Hello everyone,
I'm encountering an error that I can't find any information on. I've inserted
data into a table with storage in S3 in ORC ZLIB format. I can query this data
directly without issues. Running a query that requires LLAP causes the
following error:
java.lang.RuntimeException: org.apache.hadoop.hive.ql.metadata.HiveException:
java.io.IOException: java.io.IOException:
java.lang.UnsupportedOperationException
at
org.apache.hadoop.hive.ql.exec.tez.TezProcessor.initializeAndRunProcessor(TezProcessor.java:296)
at
org.apache.hadoop.hive.ql.exec.tez.TezProcessor.run(TezProcessor.java:250)
at
org.apache.tez.runtime.LogicalIOProcessorRuntimeTask.run(LogicalIOProcessorRuntimeTask.java:374)
at
org.apache.tez.runtime.task.TaskRunner2Callable$1.run(TaskRunner2Callable.java:73)
at
org.apache.tez.runtime.task.TaskRunner2Callable$1.run(TaskRunner2Callable.java:61)
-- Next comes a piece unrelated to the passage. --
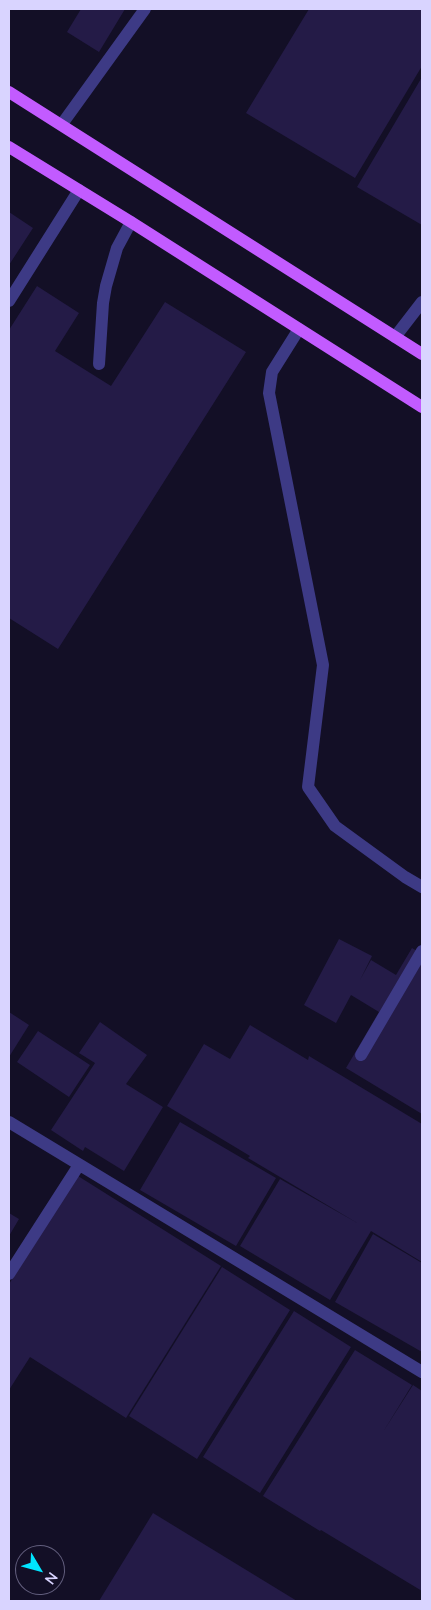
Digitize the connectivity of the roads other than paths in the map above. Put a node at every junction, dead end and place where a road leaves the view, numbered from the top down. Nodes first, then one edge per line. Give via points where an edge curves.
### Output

at java.security.AccessController.doPrivileged(Native Method)
at javax.security.auth.Subject.doAs(Subject.java:422)
at
org.apache.hadoop.security.UserGroupInformation.doAs(UserGroupInformation.java:1730)
at
org.apache.tez.runtime.task.TaskRunner2Callable.callInternal(TaskRunner2Callable.java:61)
at
org.apache.tez.runtime.task.TaskRunner2Callable.callInternal(TaskRunner2Callable.java:37)
at org.apache.tez.common.CallableWithNdc.call(CallableWithNdc.java:36)
at
org.apache.hadoop.hive.llap.daemon.impl.StatsRecordingThreadPool$WrappedCallable.call(StatsRecordingThreadPool.java:110)
at java.util.concurrent.FutureTask.run(FutureTask.java:266)
at
java.util.concurrent.ThreadPoolExecutor.runWorker(ThreadPoolExecutor.java:1149)
at
java.util.concurrent.ThreadPoolExecutor$Worker.run(ThreadPoolExecutor.java:624)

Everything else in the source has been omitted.